The chemical characterization was performed using Fourier transform infrared spectroscopy (FTIR). Spectral data of the biomatrices were obtained using a PE spectrum 100 FTIR spectrometer (PE, Waltham, MA, USA) across a wavelength range of 700–4000 cm⁻¹. The absorbance peaks were examined to identify the chemical structure and assess any chemical changes resulting from the crosslinking process. Additionally, energy dispersive X-ray (EDX) (Merlin, ZEISS, Jena, Germany) analysis was performed to determine the elemental composition within the fabricated biomatrices and provide quantitative data.

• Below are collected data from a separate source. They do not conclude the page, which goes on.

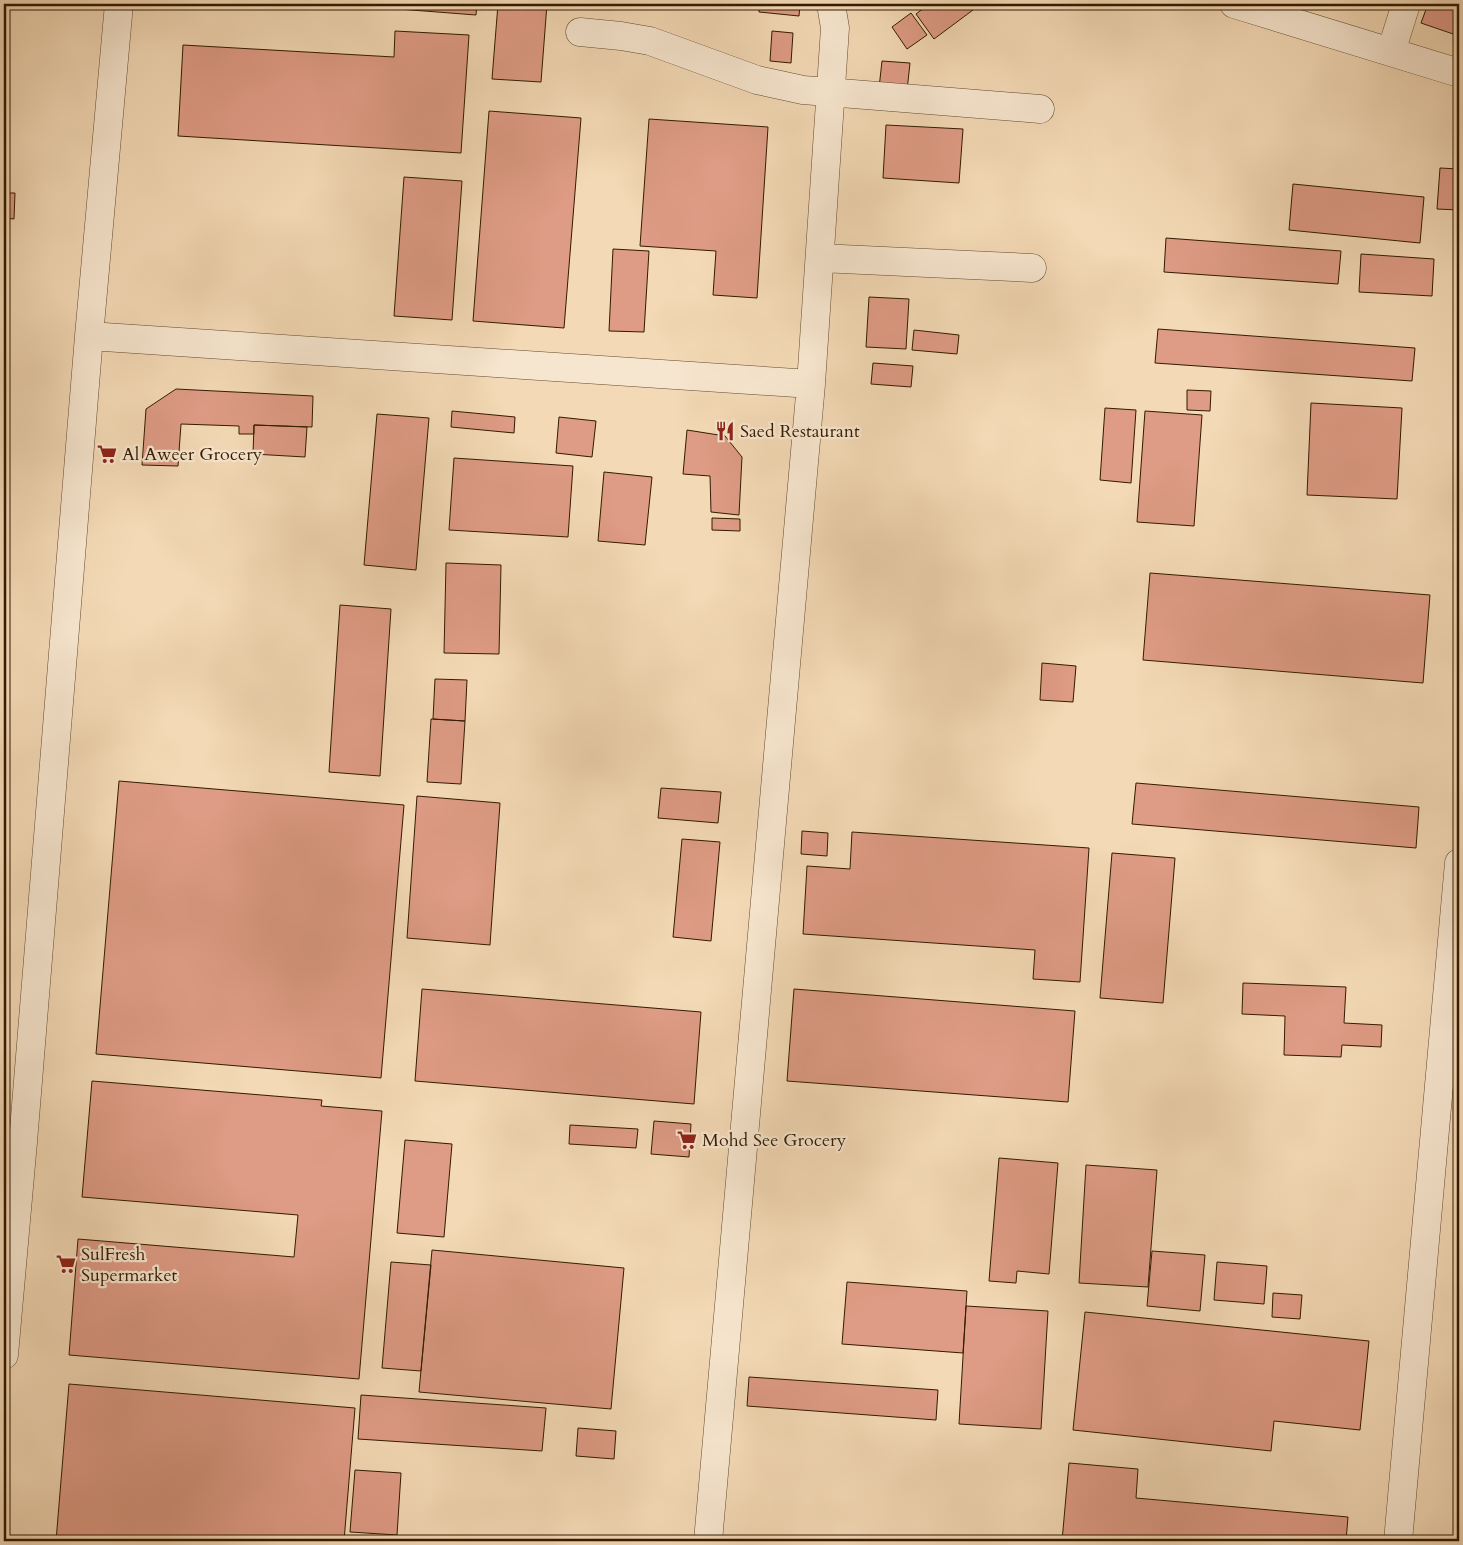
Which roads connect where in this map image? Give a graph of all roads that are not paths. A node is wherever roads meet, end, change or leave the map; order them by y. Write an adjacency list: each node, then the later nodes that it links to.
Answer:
1 (119, 4): 12 (lane)
2 (1234, 4): 6 (lane)
3 (1406, 4): 6 (lane)
4 (837, 12): 8 (lane)
5 (580, 32): 8 (lane)
6 (1391, 52): 7 (lane)
7 (1459, 73)
8 (830, 93): 9 (lane); 10 (lane)
9 (1040, 109)
10 (820, 258): 11 (lane); 13 (lane)
11 (1032, 268)
12 (89, 336): 13 (lane); 15 (lane)
13 (811, 384): 17 (lane)
14 (1459, 863): 18 (lane)
15 (14, 1141): 16 (lane)
16 (4, 1355)
17 (708, 1541)
18 (1398, 1541)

2.5. Isolation and Culture of HDFs

HDFs were isolated from redundant tissue obtained from six consenting patients and processed as previously described by Fauzi et al. (2019) [31]. In brief, 3 cm² of skin samples were cleaned, minced, and digested using a two-step enzymatic process involving 0.6% collagenase type I (Worthington, Columbus, OH, USA) at 37 °C for 4–6 h followed by treatment with trypsin-EDTA (Sigma-Aldrich, St. Louis, MO, USA) for 10 min. The resulting cell suspension was centrifuged and resuspended in a co-culture medium consisting of an equal amount of Epilife (Gibco, Waltham, MA, USA) and F12:DMEM supplemented with 10% FBS. The suspensions containing human epidermal keratinocytes (HEK) and HDFs were seeded into a polystyrene culture plate and incubated at 37 °C with 5% carbon dioxide. The culture medium was replaced three times per week. Once the cells reached 70–80% confluency, HDFs were isolated by differential trypsinization and cultured in a 75 cm² T-flask with F12:DMEM supplemented with 10% FBS.

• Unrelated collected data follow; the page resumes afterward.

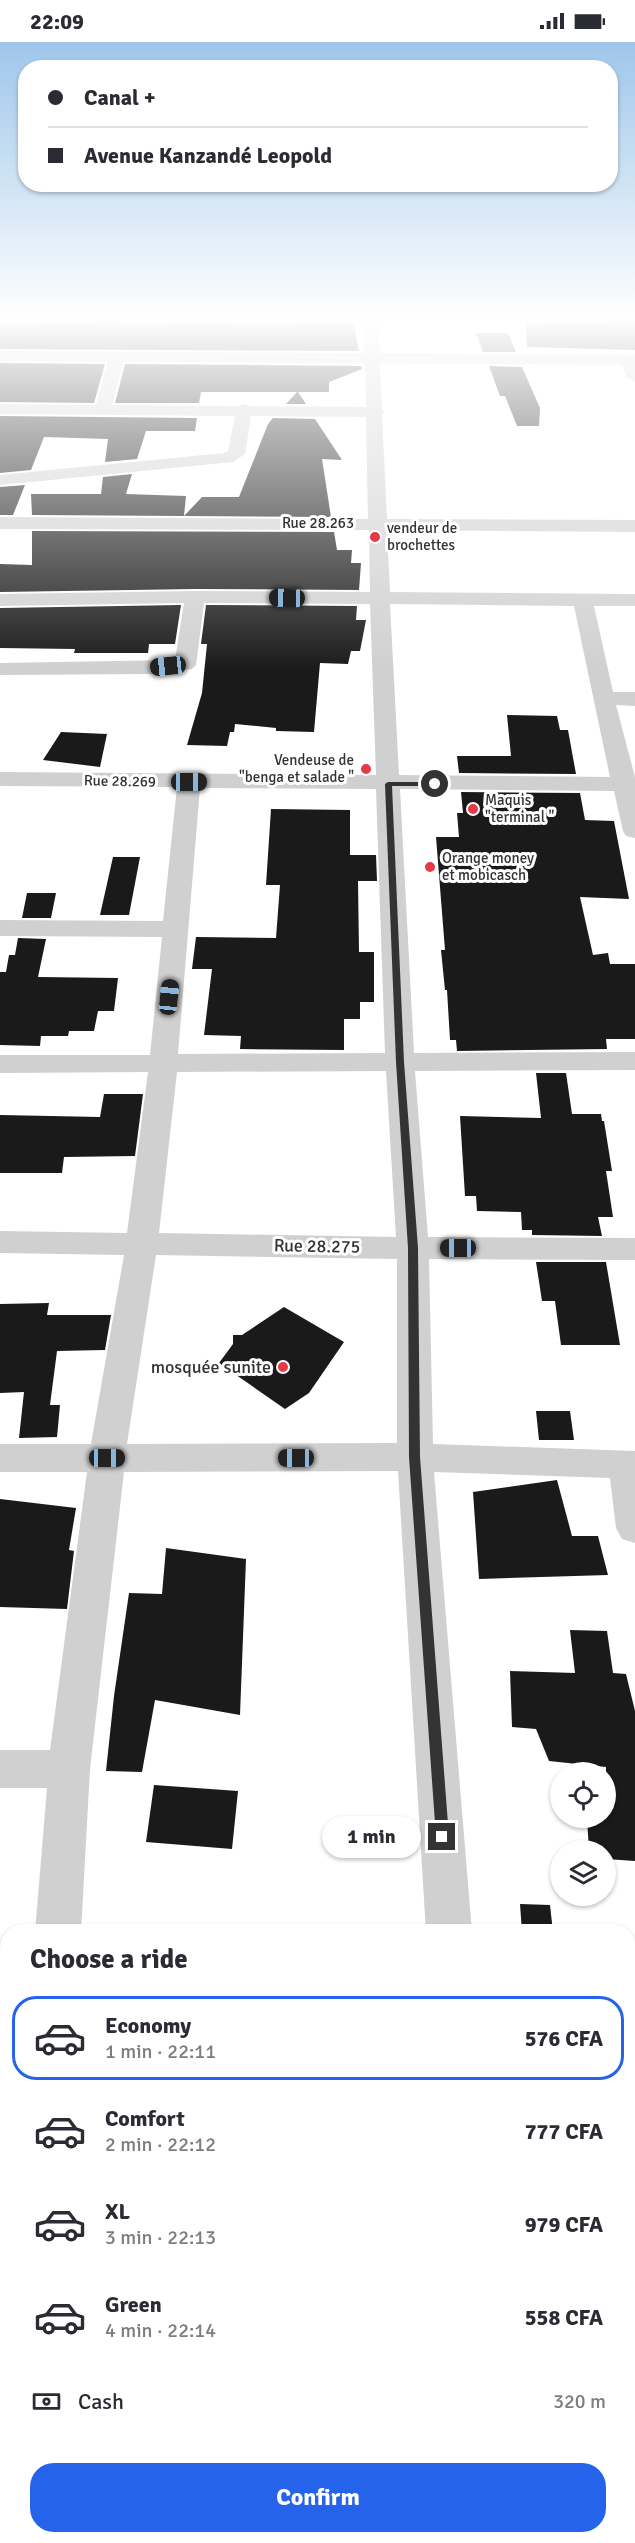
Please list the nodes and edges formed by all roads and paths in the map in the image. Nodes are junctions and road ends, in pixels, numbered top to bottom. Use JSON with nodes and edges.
{"nodes":[{"id":1,"x":239,"y":437,"type":"edge"},
{"id":2,"x":376,"y":437,"type":"edge"},
{"id":3,"x":0,"y":480,"type":"edge"},
{"id":4,"x":0,"y":523,"type":"edge"},
{"id":5,"x":378,"y":523,"type":"junction"},
{"id":6,"x":635,"y":526,"type":"edge"},
{"id":7,"x":195,"y":597,"type":"junction"},
{"id":8,"x":583,"y":599,"type":"junction"},
{"id":9,"x":0,"y":600,"type":"edge"},
{"id":10,"x":380,"y":600,"type":"junction"},
{"id":11,"x":635,"y":600,"type":"edge"},
{"id":12,"x":1,"y":671,"type":"edge"},
{"id":13,"x":603,"y":698,"type":"junction"},
{"id":14,"x":635,"y":699,"type":"edge"},
{"id":15,"x":0,"y":779,"type":"edge"},
{"id":16,"x":189,"y":782,"type":"junction"},
{"id":17,"x":388,"y":784,"type":"junction"},
{"id":18,"x":629,"y":784,"type":"edge"},
{"id":19,"x":635,"y":831,"type":"edge"},
{"id":20,"x":0,"y":928,"type":"edge"},
{"id":21,"x":176,"y":929,"type":"junction"},
{"id":22,"x":635,"y":1061,"type":"edge"},
{"id":23,"x":400,"y":1062,"type":"junction"},
{"id":24,"x":0,"y":1064,"type":"edge"},
{"id":25,"x":163,"y":1065,"type":"junction"},
{"id":26,"x":0,"y":1242,"type":"edge"},
{"id":27,"x":142,"y":1243,"type":"junction"},
{"id":28,"x":413,"y":1248,"type":"junction"},
{"id":29,"x":635,"y":1249,"type":"edge"},
{"id":30,"x":415,"y":1457,"type":"junction"},
{"id":31,"x":0,"y":1458,"type":"edge"},
{"id":32,"x":107,"y":1458,"type":"junction"},
{"id":33,"x":630,"y":1465,"type":"edge"},
{"id":34,"x":635,"y":1528,"type":"edge"},
{"id":35,"x":0,"y":1769,"type":"edge"},
{"id":36,"x":69,"y":1769,"type":"junction"},
{"id":37,"x":59,"y":1924,"type":"edge"},
{"id":38,"x":448,"y":1924,"type":"edge"}],
"edges":[{"from":1,"to":3,"type":"street"},
{"from":2,"to":5,"type":"street"},
{"from":4,"to":5,"type":"street","name":"Rue 28.263"},
{"from":5,"to":6,"type":"street","name":"Rue 28.263"},
{"from":5,"to":10,"type":"street"},
{"from":7,"to":9,"type":"street"},
{"from":7,"to":10,"type":"street"},
{"from":7,"to":12,"type":"street"},
{"from":8,"to":10,"type":"street"},
{"from":8,"to":11,"type":"street"},
{"from":8,"to":13,"type":"street"},
{"from":10,"to":17,"type":"street"},
{"from":13,"to":14,"type":"street"},
{"from":13,"to":18,"type":"street"},
{"from":15,"to":16,"type":"street","name":"Rue 28.269"},
{"from":16,"to":17,"type":"street","name":"Rue 28.269"},
{"from":16,"to":21,"type":"street"},
{"from":17,"to":18,"type":"street","name":"Rue 28.269"},
{"from":17,"to":23,"type":"street"},
{"from":18,"to":19,"type":"street"},
{"from":20,"to":21,"type":"street"},
{"from":21,"to":25,"type":"street"},
{"from":22,"to":23,"type":"street"},
{"from":23,"to":25,"type":"street"},
{"from":23,"to":28,"type":"street"},
{"from":24,"to":25,"type":"street"},
{"from":25,"to":27,"type":"street"},
{"from":26,"to":27,"type":"street","name":"Rue 28.275"},
{"from":27,"to":28,"type":"street","name":"Rue 28.275"},
{"from":27,"to":32,"type":"street"},
{"from":28,"to":29,"type":"street","name":"Rue 28.275"},
{"from":28,"to":30,"type":"street"},
{"from":30,"to":32,"type":"street"},
{"from":30,"to":33,"type":"street"},
{"from":30,"to":38,"type":"street"},
{"from":31,"to":32,"type":"street"},
{"from":32,"to":36,"type":"street"},
{"from":33,"to":34,"type":"street"},
{"from":35,"to":36,"type":"street"},
{"from":36,"to":37,"type":"street"}]}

2.5.1. Cell Toxicity Assessment

The LIVE/DEAD^® Cell Viability Assay (Invitrogen, Waltham, MA, USA) was used to analyze the cytotoxic effect of the biomatrices. The procedure was performed according to the manufacturer’s protocol. The biomatrices were sterilized using 70% EtOH for 30 min and then washed with phosphate-buffered saline (PBS) (Sigma–Aldrich, St. Louis, MO, USA) before being dried overnight. After that, 20 µL of cell suspension containing 1 × 10⁵ HDFs were cultured directly on the surface of the sterilized biomatrices at five different spots and incubated in a 37 °C incubator with 5% CO₂ for 24 h. After that, the culture medium was removed and the biomatrices were washed with PBS. Then, the biomatrices were incubated in the same condition with 2 mM calcine acetomethoxy calcein derivate (AM) and 4 mM ethidium homidimer-1 (EthD-1) in F12:DMEM for 30 min and washed with DPBS. Afterwards, F12:DMEM was added to the sponges again. Subsequently, observation of the cultures was performed using Nikon A1R-A1 confocal laser scanning microscopy (CLSM) (Nikon A1R-A1, Nikon, Tokyo, Japan). The live cells were stained with a green color while the dead cells were stained with a red color.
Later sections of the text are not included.